“Where everything is bad, it must be good to know the worst.” The British philosopher F.H. Bradley wrote that, and while he was surely not referring to the relative glut of bad movies that American distributor dump into theaters during the six-to-eight week winter/awards season lull at the beginning of each year, such is the state of things that while it may indeed be good to know the worst, it’s kind of difficult to tell. There’s also a kind of inverse correlative possible: with so much bad, how can you tell what’s good?

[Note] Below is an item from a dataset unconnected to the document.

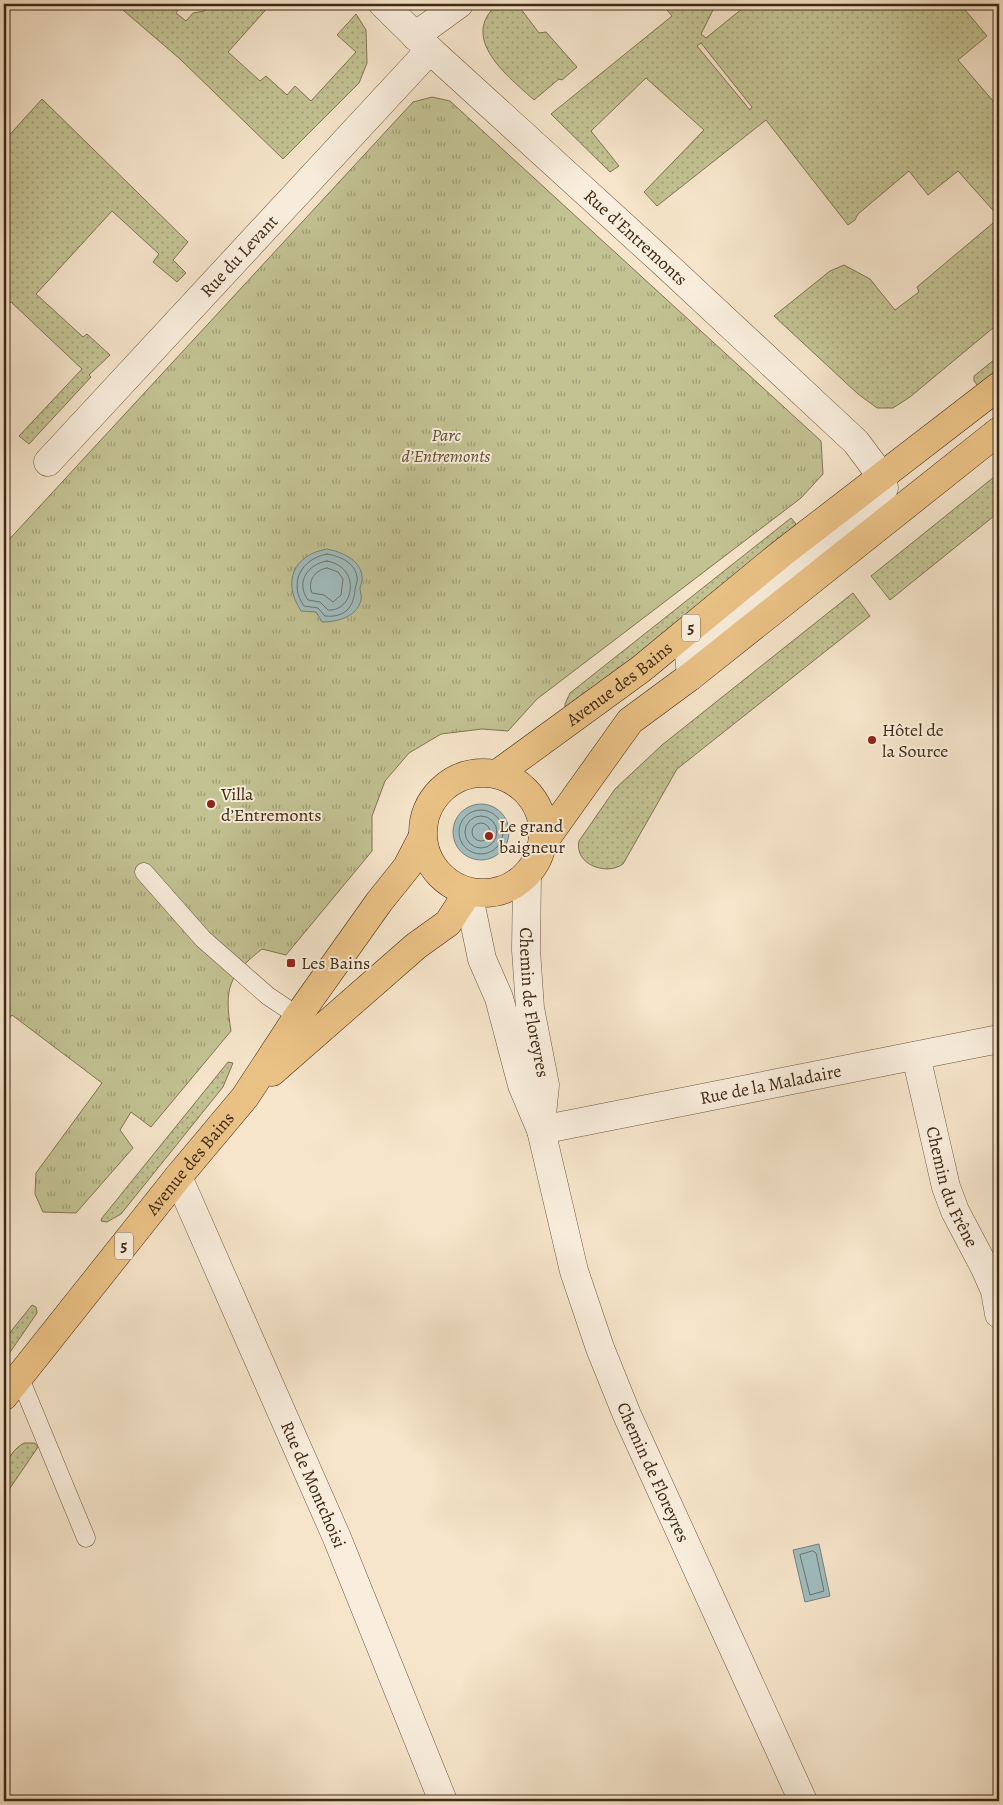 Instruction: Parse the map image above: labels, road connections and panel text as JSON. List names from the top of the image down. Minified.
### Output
{"streets":{"main road":["5","Avenue des Bains"],"street":["Rue d'Entremonts","Rue du Levant","Chemin de Floreyres","Rue de la Maladaire","Chemin du Frêne","Rue de Montchoisi"]},"crossings":[["Rue d'Entremonts","Rue du Levant"],["Rue d'Entremonts","Avenue des Bains"],["Avenue des Bains","Chemin de Floreyres"],["Avenue des Bains","Rue de Montchoisi"],["Chemin de Floreyres","Rue de la Maladaire"],["Rue de la Maladaire","Chemin du Frêne"]],"parks":["Parc d’Entremonts"],"places":{"other":["Hôtel de la Source","Villa d’Entremonts","Le grand baigneur"],"transit":["Les Bains"]}}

On the face of things, a studio reboot of the late writer Tom Clancy’s Jack Ryan character, a sort of American James Bond for the neocon/family values set, seems like an opportunistic and banal idea. And for the first minutes of “Jack Ryan: Shadow Recruit,” which rewrites the Ryan origin story by placing the young character in the London School of Economics for the terror attack of 9/11, opportunism and banality go hand in hand with nary a care in the world, it seems. Things get less blithe, and a little shaky, when appealing, square-jawed, eagle-eyed Chris Pine’s undercover C.I.A. fiscal analyst Ryan is pairing off romantically with what seems to be a severely miscast Keira Knightley, who, try as she might, doesn’t quite make it as a wholesome, uncomplicated young American woman of substantial backbone. So my question during the initial part of the movie was, “Just how bad will this be?”

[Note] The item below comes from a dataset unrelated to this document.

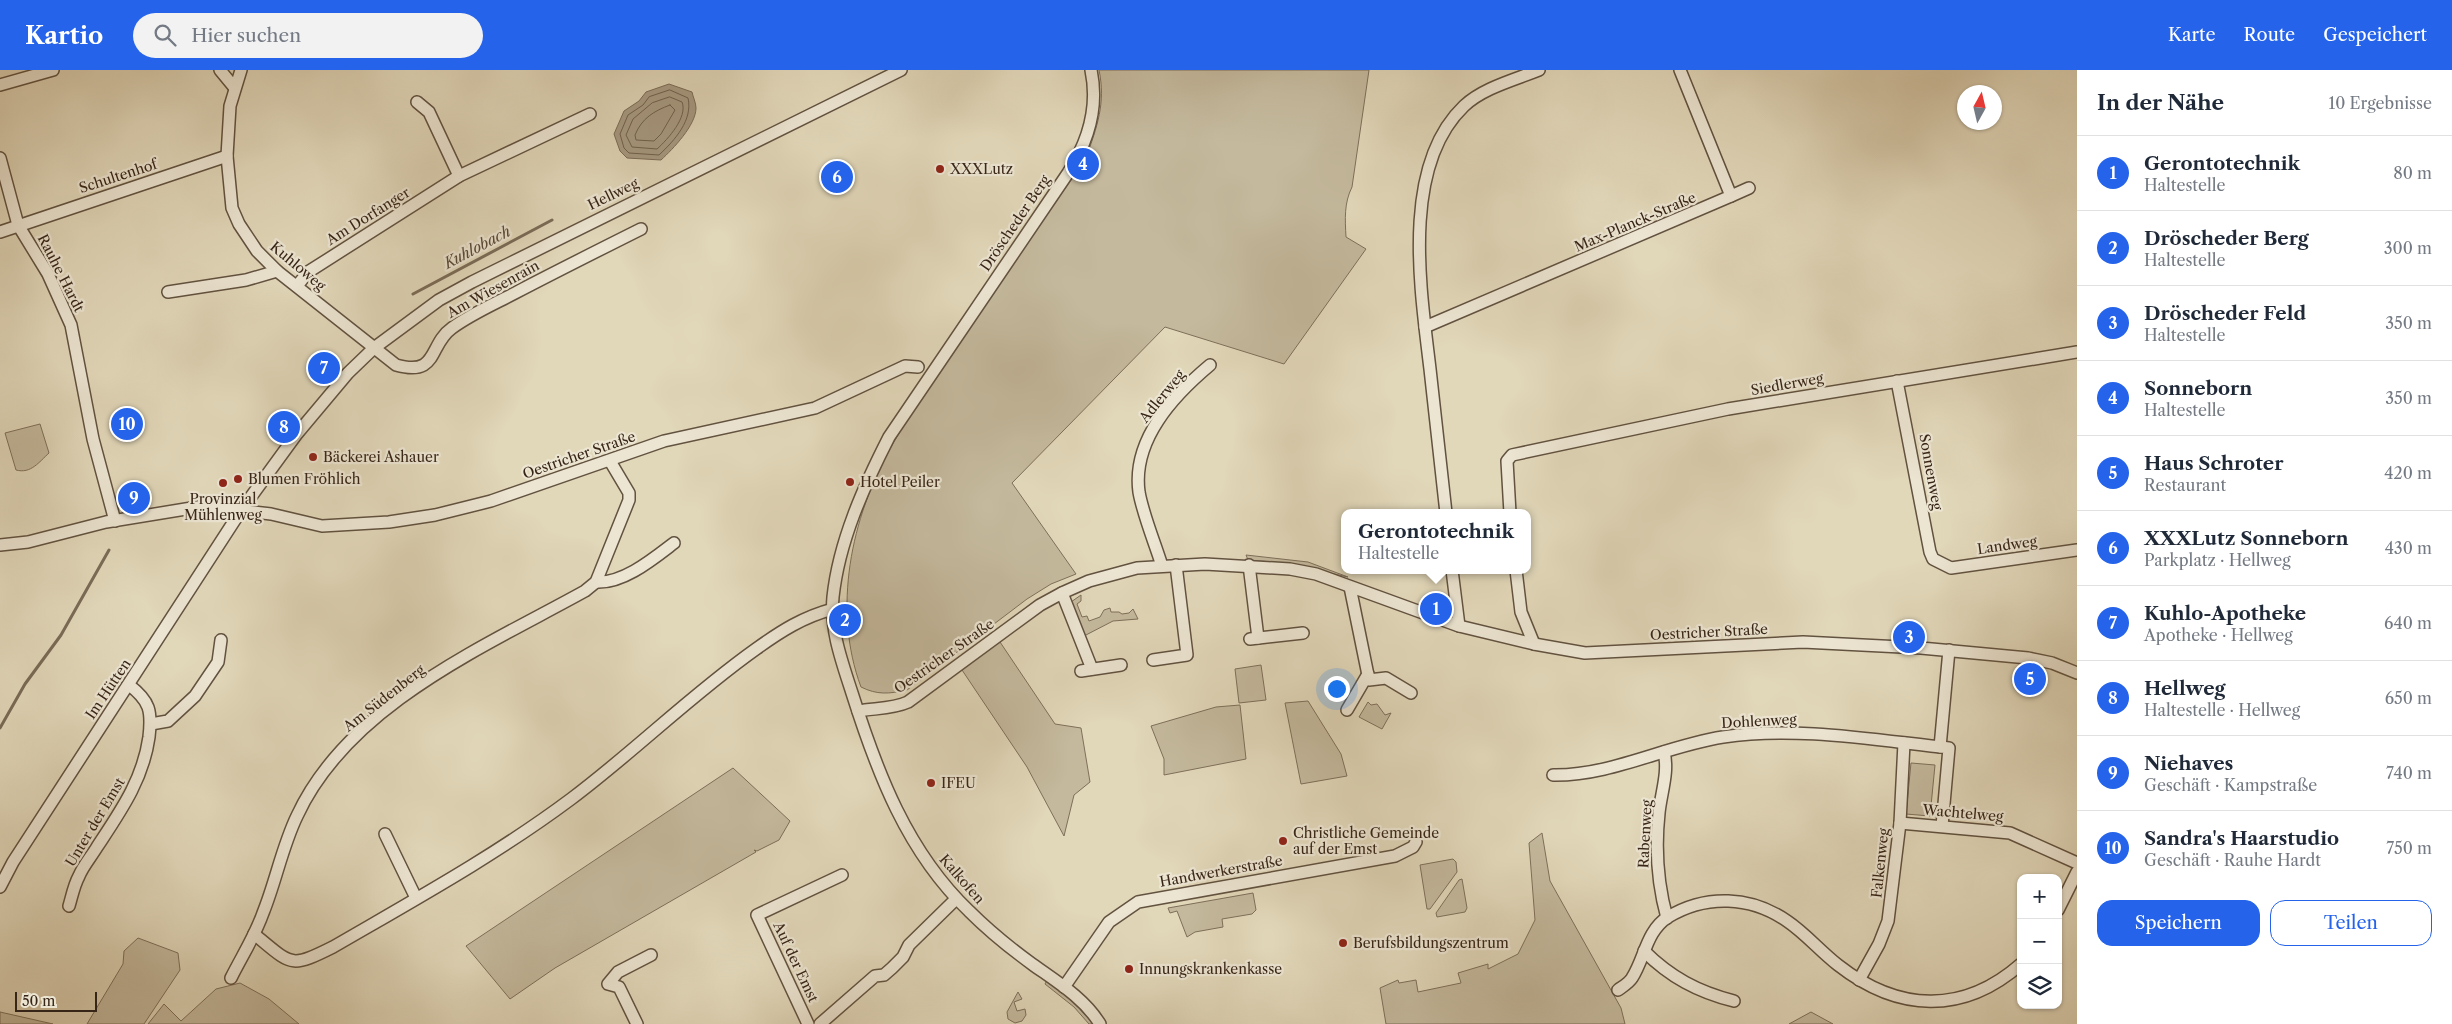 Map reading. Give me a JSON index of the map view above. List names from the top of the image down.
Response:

But then something interesting (and pretty rare) happens: the movie finds its feet, and unrolls as a pretty suspenseful, largely engaging, and hardly ever too-over-the-top spy thriller. Once Ryan finds himself in Moscow, investigating what looks to him like a conspiracy to sink the U.S. dollar (you can tell this movie is a fantasy because as the plot proper unfolds one character refers to our native currency’s “strong performance”), the ex-Marine finds himself back in action, and a fight scene that quotes purposefully from both “From Russia With Love” and “Torn Curtain” gets the adrenaline up. The presence of Russian villains suggests a certain Cold War nostalgia, at least as far as plot-point potential is concerned, on the part of screenwriters Adam Cozad and David Koepp. On the other hand, maybe they’re just spy movie classicists. In any event, director Kenneth Branagh casts himself as one of them, and boy does he have a devil of a time playing chilly, drug-addicted psychopath financier Viktor Cherevin. (Mikhail Baryshnikov also seems to enjoy his role as an old-school Kremlin cardinal.) Also adding a good deal of juice is a straight-backed, just-offhand enough Kevin Costner as Ryan’s spymaster. After Knightley’s curious Cathy follows Ryan to Moscow and obliges him to blow his cover (I assume you’re all familiar with the covert-C.I.A.-agent-drill in Popular Cinema by now), it’s all in for a quasi-“Mission Impossible” style breach of Cherevin’s corporation (whose logo bears a striking resemblance to that of Enron, oddly enough), to stop not just a fiscal disaster but a new terrorist attack on American soil.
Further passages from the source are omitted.